Consider a user with an existing AbstractSensor and a complete classes hierarchy extending this abstract class: OpticalSensor, ContactSensor, HeatSensor, SmellSensor, TelepathicSensor, QuanticSensor, MagicSensor ... One of these derived class, say HeatSensor also implements UnivariateRealFunction because it is used somewhere to find when the heat crosses a desired value:
{code}
public class HeatSensor extends AbstractSensor implements UnivariateRealFunction {

  public double getHeat(double controlValue) {
     // some computation
  }

   public double f(double controlValue) {
      return getHeat(controlValue) - desiredHeat;
   }

}
{code}

The previous code is sufficient to find the controlValue that should be used to get the desired heat by providing an instance of this user class to one of the existing commons-math solvers. This user really doesn't want to implement seven methods when he really needs only one. The contract for the solvers is that the must be able to call f, that's all. HeatSensor cannot extend AbstractUnivariateRealFunction because it already extends AbstractSensor.
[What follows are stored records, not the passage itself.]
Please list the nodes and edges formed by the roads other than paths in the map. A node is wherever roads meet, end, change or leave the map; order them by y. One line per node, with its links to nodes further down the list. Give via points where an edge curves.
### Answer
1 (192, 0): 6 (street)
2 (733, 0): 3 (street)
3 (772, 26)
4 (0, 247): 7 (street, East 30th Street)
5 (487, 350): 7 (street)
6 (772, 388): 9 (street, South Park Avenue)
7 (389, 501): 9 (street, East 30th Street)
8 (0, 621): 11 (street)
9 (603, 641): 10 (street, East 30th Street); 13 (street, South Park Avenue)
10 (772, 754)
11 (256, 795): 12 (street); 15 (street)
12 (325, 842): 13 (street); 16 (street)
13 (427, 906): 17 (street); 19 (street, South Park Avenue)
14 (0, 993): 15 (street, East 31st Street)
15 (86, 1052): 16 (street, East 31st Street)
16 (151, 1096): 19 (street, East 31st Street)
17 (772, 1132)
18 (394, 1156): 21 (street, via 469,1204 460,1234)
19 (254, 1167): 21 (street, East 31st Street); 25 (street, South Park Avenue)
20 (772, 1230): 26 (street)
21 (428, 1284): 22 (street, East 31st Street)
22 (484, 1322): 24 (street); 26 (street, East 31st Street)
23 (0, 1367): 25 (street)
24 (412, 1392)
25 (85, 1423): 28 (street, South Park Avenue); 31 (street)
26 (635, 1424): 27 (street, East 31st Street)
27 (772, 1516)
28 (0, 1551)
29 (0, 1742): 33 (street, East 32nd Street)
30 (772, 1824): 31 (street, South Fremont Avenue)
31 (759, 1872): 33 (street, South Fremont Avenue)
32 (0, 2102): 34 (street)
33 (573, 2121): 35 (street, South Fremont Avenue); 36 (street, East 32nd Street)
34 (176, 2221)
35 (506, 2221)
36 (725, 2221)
There is a big conceptual difference between interfaces that users are almost forced to implement because they will provide instances to commons-math algorithms and interfaces that are rather extension points for which we provide one or a few implementations but want to let users add their own. In the first set, you will find UnivariateRealfunction (analytical), MutationPolicy (genetics), RealMatrixChangingVisitor (linear), FirstOrderDifferentialEquation (ode) ... In the second set you will find RealVector, RealMatrix, ODEIntegrator ...

The interfaces from the first step should remain as simple as possible.

Could you on your side present real use cases for functions composition that could not be handled by a simple:
{code}
UnivariateRealFunction gaussian = new UnivariateRealFunction {
  public double f(double t) {
      return Exp.f((Negate.f(Pow2.f(t))));
  }
}
{code}



> Functions could be more object-oriented without losing any power.
> -----------------------------------------------------------------
>
>                 Key: MATH-313
>                 URL: https://issues.apache.org/jira/browse/MATH-313
>             Project: Commons Math
>          Issue Type: New Feature
>    Affects Versions: 2.0
>         Environment: all
>            Reporter: Jake Mannix
>             Fix For: 2.1
>
>
> UnivariateRealFunction, for example, is a map from R to R.  The set of such functions has tons and tons of structure: in addition to being an algebra, equipped with +,-,*, and scaling by constants, it maps the same space into itself, so it is composable, both pre and post.
> I'd propose we add:
> {code}
>   UnivariateRealFunction plus(UnivariateRealFunction other);
>   UnivariateRealFunction minus(UnivariateRealFunction other);
>   UnivariateRealFunction times(UnivariateRealFunction other);
>   UnivariateRealFunction times(double scale);
>   UnivariateRealFunction preCompose(UnivariateRealFunction other);
>   UnivariateRealFunction postCompose(UnivariateRealFunction other);
> {code}
> to the interface, and then implement them in an AbstractUnivariateRealFunction base class.  No implementer would need to notice, other than switching to extend this class rather than implement UnivariateRealFunction.
> Many people don't need or use this, but... it makes for some powerfully easy code:
> {code}UnivariateRealFunction gaussian = Exp.preCompose(Negate.preCompose(Pow2));{code}
> which is even nicer when done anonymously passing into a map/collect method (a la MATH-312).